### EXERCISE INSTRUCTIONS
Your answer should hold exactly the lines from the line containing "middle pip: (1107, 831)" through the end of the entries that follow.

### INPUT DATA
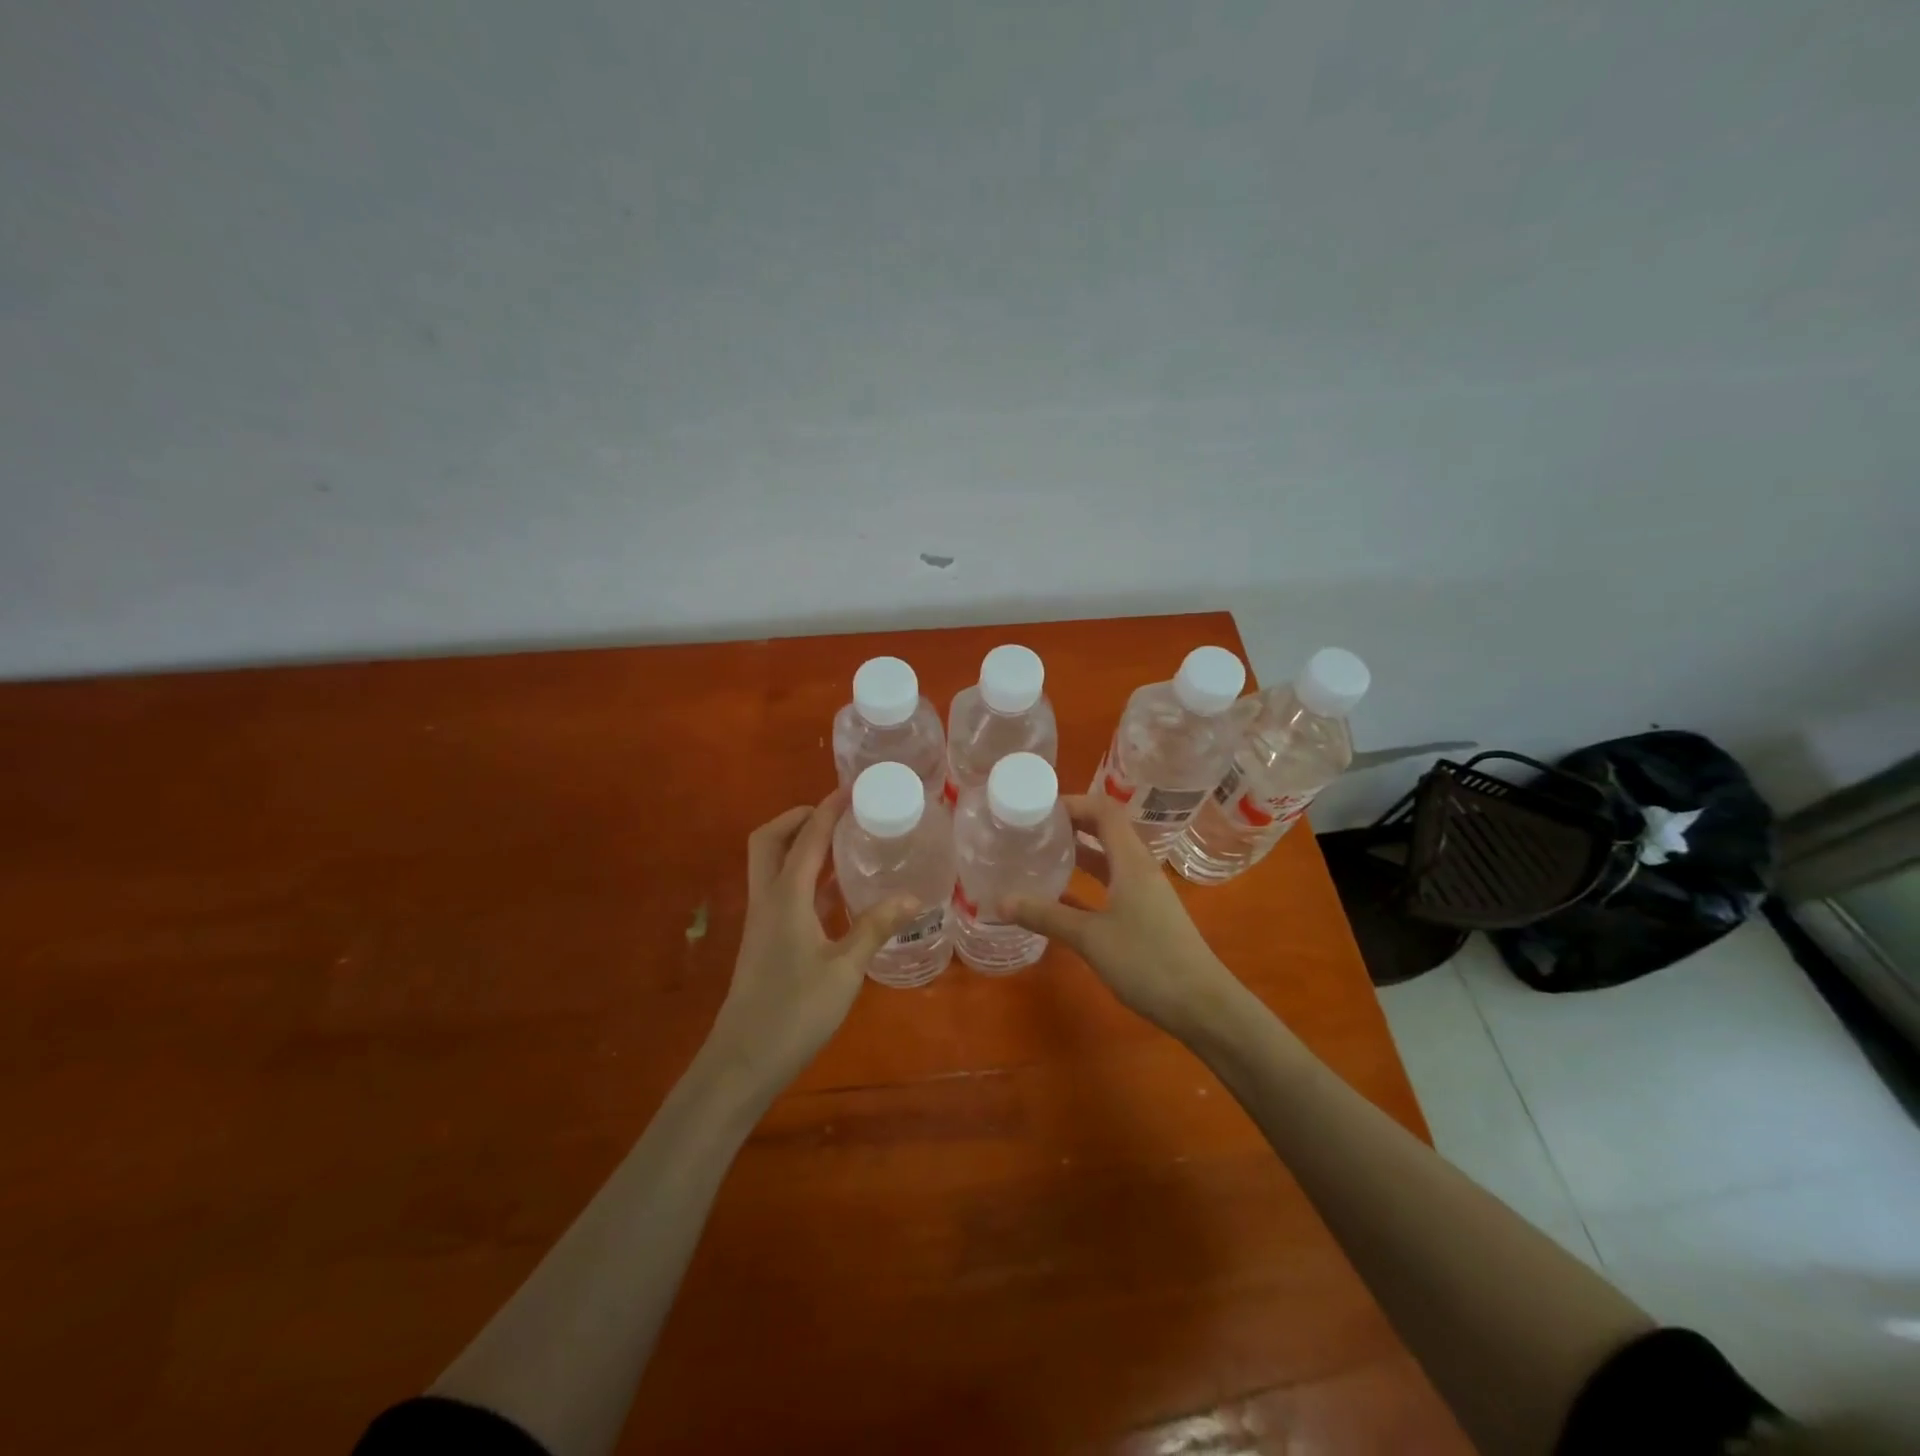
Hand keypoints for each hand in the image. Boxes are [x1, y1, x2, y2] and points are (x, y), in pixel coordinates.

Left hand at [706, 790, 920, 1093]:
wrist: (743, 1061)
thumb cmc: (794, 1012)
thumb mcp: (845, 970)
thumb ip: (875, 928)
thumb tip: (913, 898)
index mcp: (786, 897)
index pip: (807, 837)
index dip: (828, 809)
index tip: (852, 789)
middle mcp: (767, 899)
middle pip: (769, 839)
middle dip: (798, 817)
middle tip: (836, 815)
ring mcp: (760, 920)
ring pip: (769, 863)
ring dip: (798, 844)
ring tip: (840, 842)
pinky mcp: (763, 940)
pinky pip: (778, 888)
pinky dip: (800, 873)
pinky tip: (831, 890)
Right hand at [1005, 794, 1244, 1037]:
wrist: (1202, 1005)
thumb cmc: (1148, 961)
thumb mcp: (1090, 938)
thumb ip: (1046, 916)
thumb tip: (999, 902)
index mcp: (1132, 862)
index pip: (1104, 812)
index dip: (1073, 803)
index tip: (1038, 809)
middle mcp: (1140, 869)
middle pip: (1107, 831)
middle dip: (1072, 824)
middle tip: (1033, 828)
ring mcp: (1145, 893)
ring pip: (1109, 859)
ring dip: (1079, 852)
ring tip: (1042, 854)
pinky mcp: (1145, 916)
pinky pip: (1112, 885)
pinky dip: (1087, 882)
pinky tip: (1060, 895)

### REPLY TO THE TASK
middle pip: (1107, 831)
middle dip: (1072, 824)
middle tip: (1033, 828)
ring mcp: (1145, 893)
ring pip: (1109, 859)
ring dip: (1079, 852)
ring tip: (1042, 854)
pinky mcp: (1145, 916)
pinky pip: (1112, 885)
pinky dip: (1087, 882)
pinky tip: (1060, 895)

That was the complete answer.